(DATA PROVIDED begins)

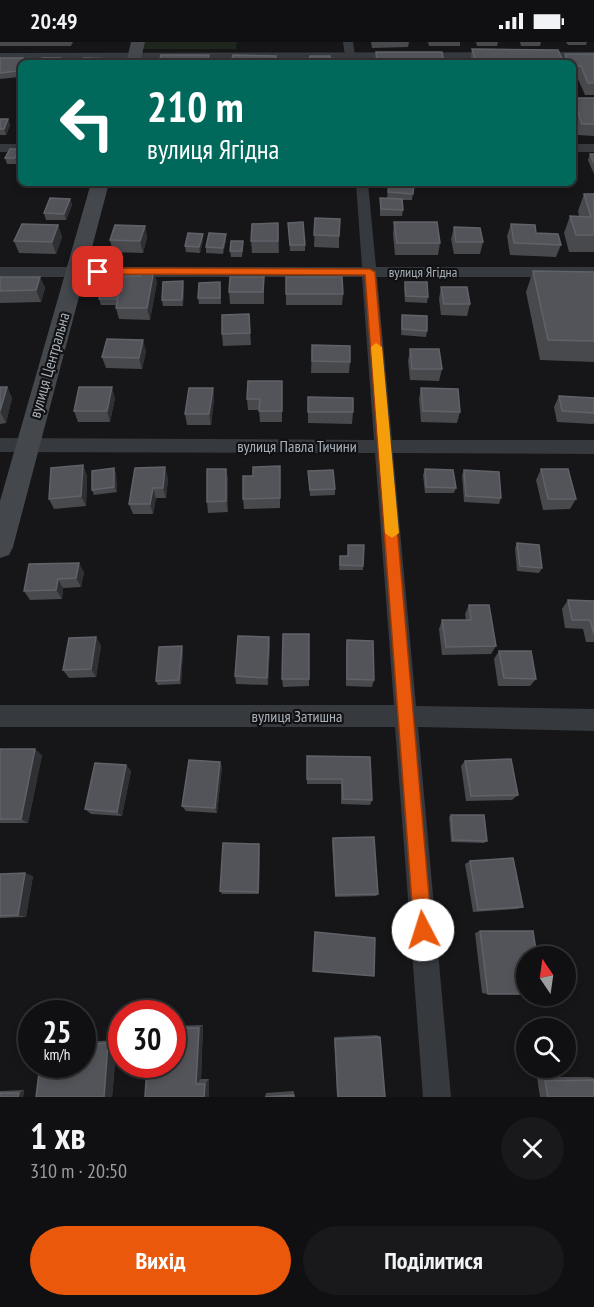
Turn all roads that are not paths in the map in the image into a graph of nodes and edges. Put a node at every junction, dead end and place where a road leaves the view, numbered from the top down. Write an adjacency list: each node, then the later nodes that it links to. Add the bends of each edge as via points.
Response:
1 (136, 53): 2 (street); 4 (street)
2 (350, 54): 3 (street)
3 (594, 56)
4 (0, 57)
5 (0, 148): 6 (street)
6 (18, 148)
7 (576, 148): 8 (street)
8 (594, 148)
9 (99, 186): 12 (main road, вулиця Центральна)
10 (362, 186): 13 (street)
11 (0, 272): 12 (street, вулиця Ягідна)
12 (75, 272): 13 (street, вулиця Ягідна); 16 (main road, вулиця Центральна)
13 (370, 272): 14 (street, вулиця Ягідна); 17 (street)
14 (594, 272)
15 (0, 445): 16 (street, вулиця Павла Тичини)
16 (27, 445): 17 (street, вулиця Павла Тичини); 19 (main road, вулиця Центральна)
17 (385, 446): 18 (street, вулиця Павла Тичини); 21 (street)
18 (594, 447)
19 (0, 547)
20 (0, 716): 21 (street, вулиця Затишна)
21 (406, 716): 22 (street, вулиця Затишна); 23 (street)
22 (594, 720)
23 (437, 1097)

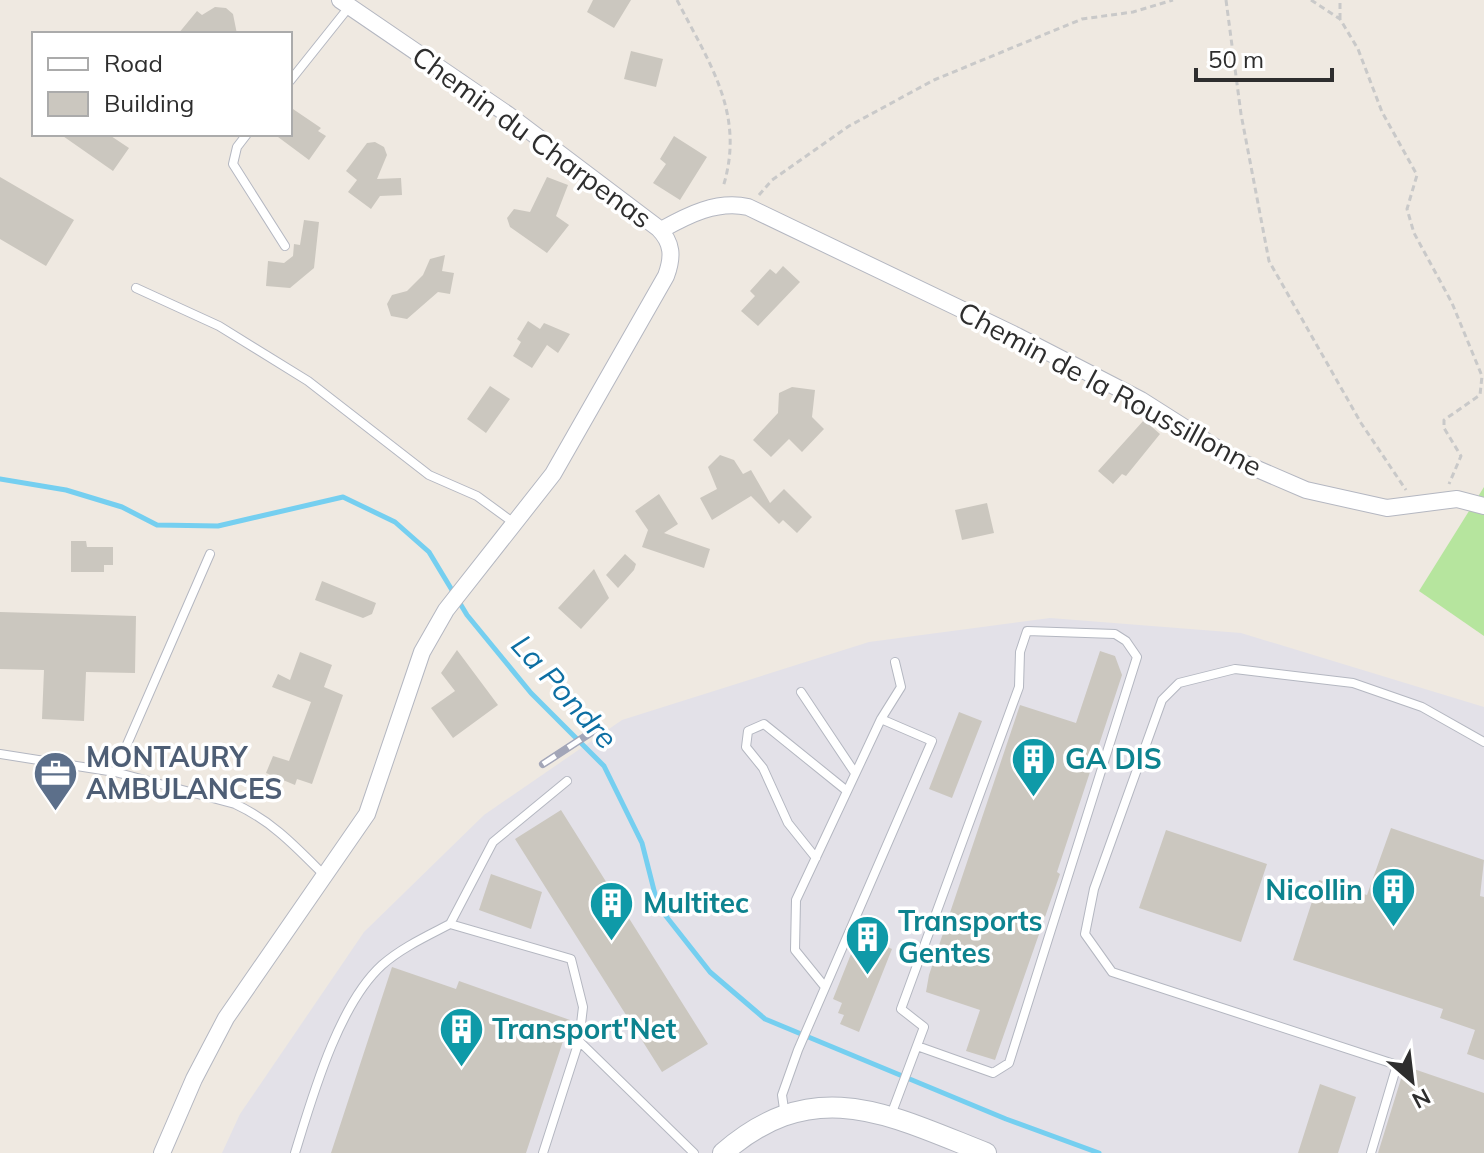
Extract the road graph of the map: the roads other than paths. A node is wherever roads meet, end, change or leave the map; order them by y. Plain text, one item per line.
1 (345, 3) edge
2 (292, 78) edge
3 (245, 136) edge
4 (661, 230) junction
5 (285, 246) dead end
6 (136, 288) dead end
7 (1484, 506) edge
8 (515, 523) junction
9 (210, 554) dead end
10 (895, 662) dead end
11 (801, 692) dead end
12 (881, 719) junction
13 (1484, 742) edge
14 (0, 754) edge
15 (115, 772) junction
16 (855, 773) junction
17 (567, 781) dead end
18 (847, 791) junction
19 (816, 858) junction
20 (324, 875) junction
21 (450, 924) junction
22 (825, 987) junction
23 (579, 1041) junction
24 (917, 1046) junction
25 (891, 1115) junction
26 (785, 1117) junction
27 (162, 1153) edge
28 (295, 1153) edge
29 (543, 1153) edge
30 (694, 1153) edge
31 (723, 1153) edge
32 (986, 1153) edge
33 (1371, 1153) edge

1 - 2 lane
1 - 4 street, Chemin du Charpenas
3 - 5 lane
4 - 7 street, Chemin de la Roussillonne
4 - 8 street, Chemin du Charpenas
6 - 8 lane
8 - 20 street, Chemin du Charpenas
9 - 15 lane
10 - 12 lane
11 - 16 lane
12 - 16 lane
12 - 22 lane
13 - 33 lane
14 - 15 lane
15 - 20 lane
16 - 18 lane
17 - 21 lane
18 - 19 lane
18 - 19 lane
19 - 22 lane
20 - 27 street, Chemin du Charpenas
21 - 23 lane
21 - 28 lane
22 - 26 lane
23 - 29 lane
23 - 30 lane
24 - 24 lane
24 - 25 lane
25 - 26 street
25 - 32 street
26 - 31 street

(DATA PROVIDED ends)
(DATA PROVIDED begins)

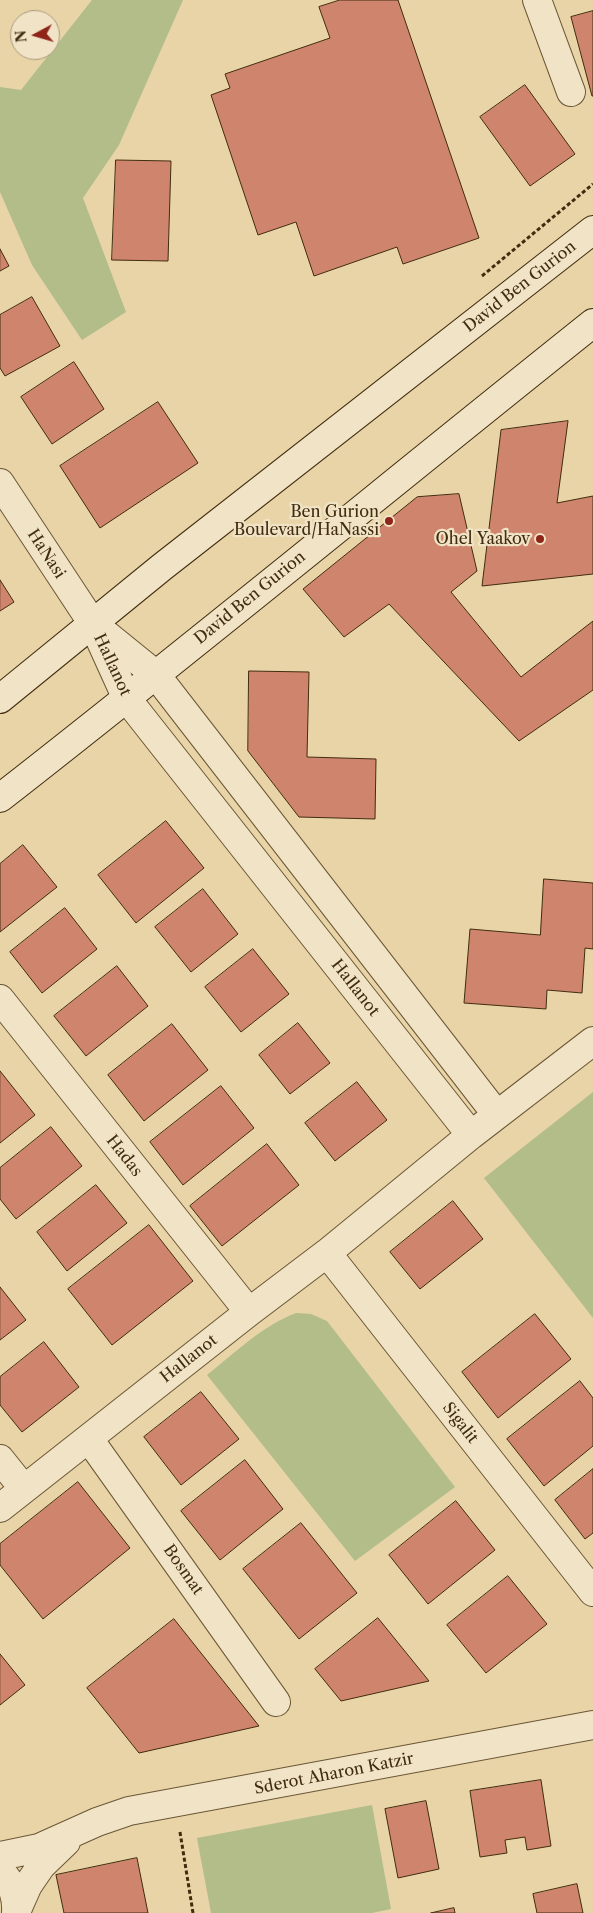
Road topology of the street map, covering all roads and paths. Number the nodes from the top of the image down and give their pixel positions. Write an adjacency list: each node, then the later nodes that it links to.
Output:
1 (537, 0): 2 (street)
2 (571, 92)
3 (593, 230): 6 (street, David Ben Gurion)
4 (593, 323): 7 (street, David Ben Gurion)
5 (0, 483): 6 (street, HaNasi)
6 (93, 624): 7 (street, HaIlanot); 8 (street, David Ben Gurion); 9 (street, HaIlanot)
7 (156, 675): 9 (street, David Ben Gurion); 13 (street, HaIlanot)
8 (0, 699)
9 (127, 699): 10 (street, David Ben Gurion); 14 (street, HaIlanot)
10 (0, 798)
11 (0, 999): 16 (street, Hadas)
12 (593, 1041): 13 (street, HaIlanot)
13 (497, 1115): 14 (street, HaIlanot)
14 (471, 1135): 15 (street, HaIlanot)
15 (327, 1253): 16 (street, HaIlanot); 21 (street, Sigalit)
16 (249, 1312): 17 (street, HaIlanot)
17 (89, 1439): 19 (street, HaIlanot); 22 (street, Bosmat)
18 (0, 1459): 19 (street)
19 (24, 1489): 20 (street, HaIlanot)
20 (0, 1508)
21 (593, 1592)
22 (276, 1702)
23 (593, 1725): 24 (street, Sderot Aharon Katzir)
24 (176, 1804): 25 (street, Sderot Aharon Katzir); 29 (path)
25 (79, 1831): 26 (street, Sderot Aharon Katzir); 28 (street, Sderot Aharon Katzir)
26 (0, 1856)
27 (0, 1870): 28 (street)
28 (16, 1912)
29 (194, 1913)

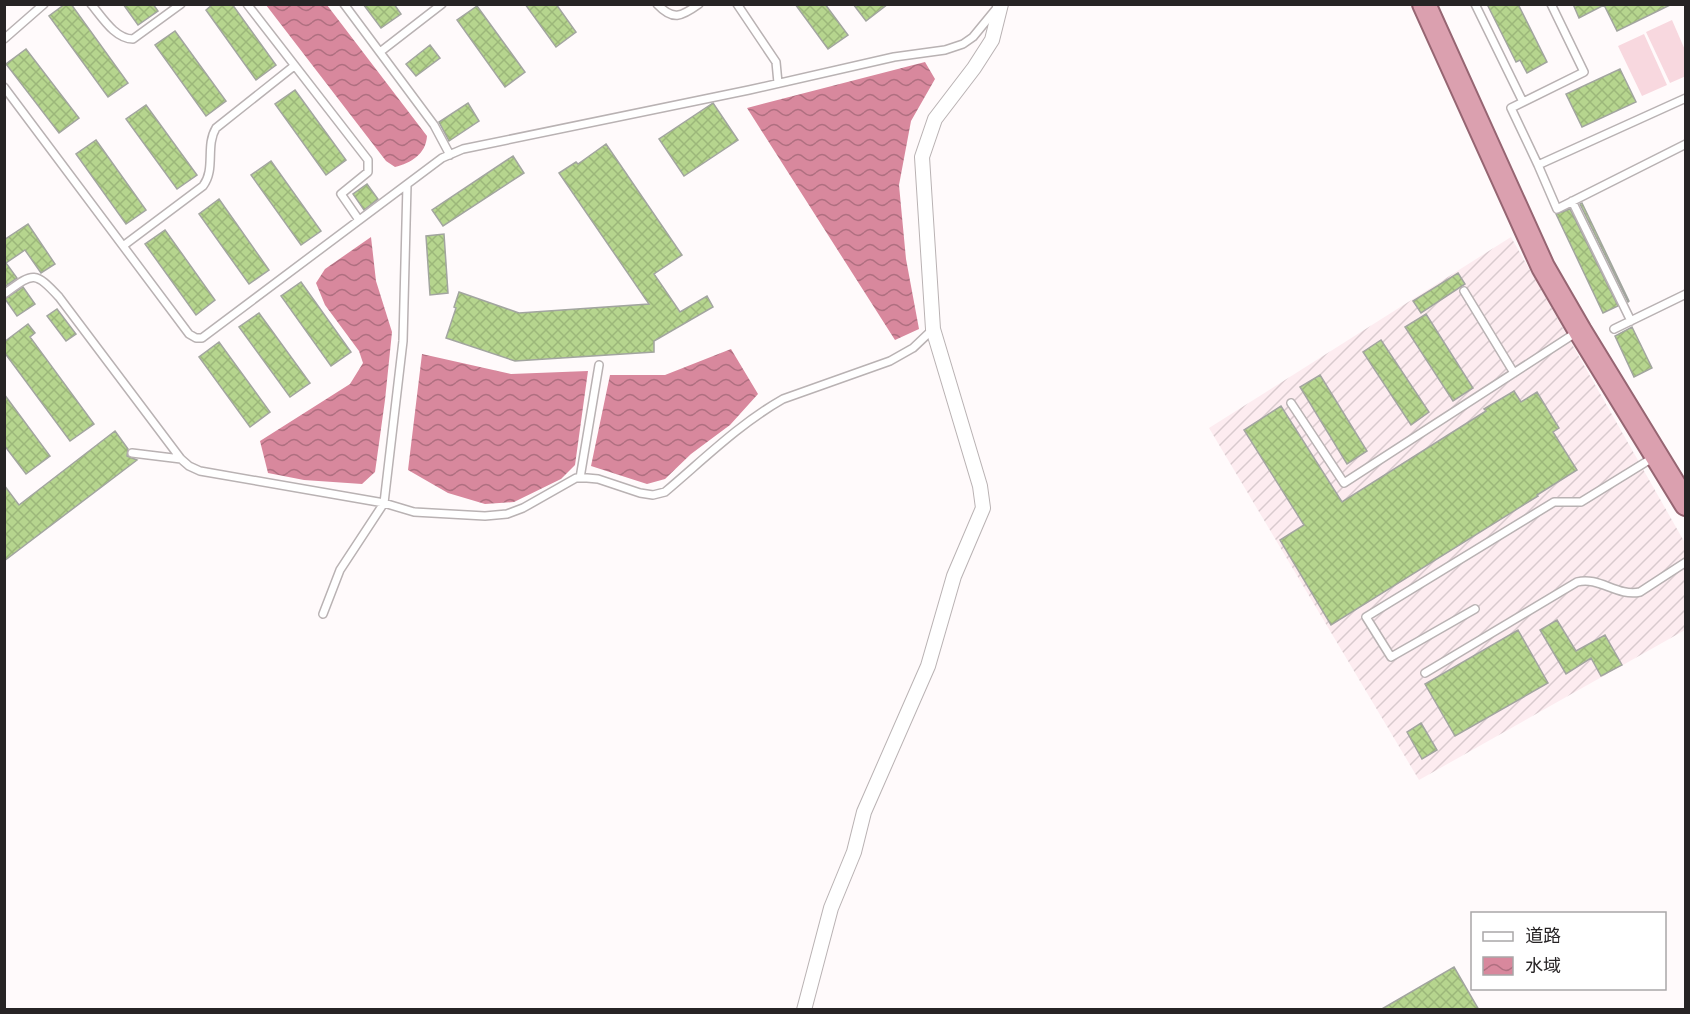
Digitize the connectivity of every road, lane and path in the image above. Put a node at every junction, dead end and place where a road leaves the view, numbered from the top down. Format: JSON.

(DATA PROVIDED ends)

◆ WHAT TO DO:
Wherever the word "that" occurs in the data above, copy the line it sits in.

◆ ANSWER TO THIS PROBLEM:
Turn all roads that are not paths in the map in the image into a graph of nodes and edges. Put a node at every junction, dead end and place where a road leaves the view, numbered from the top down. Write an adjacency list: each node, then the later nodes that it links to. Add the bends of each edge as via points.
Road topology of the street map, covering all roads and paths. Number the nodes from the top of the image down and give their pixel positions. Write an adjacency list: each node, then the later nodes that it links to.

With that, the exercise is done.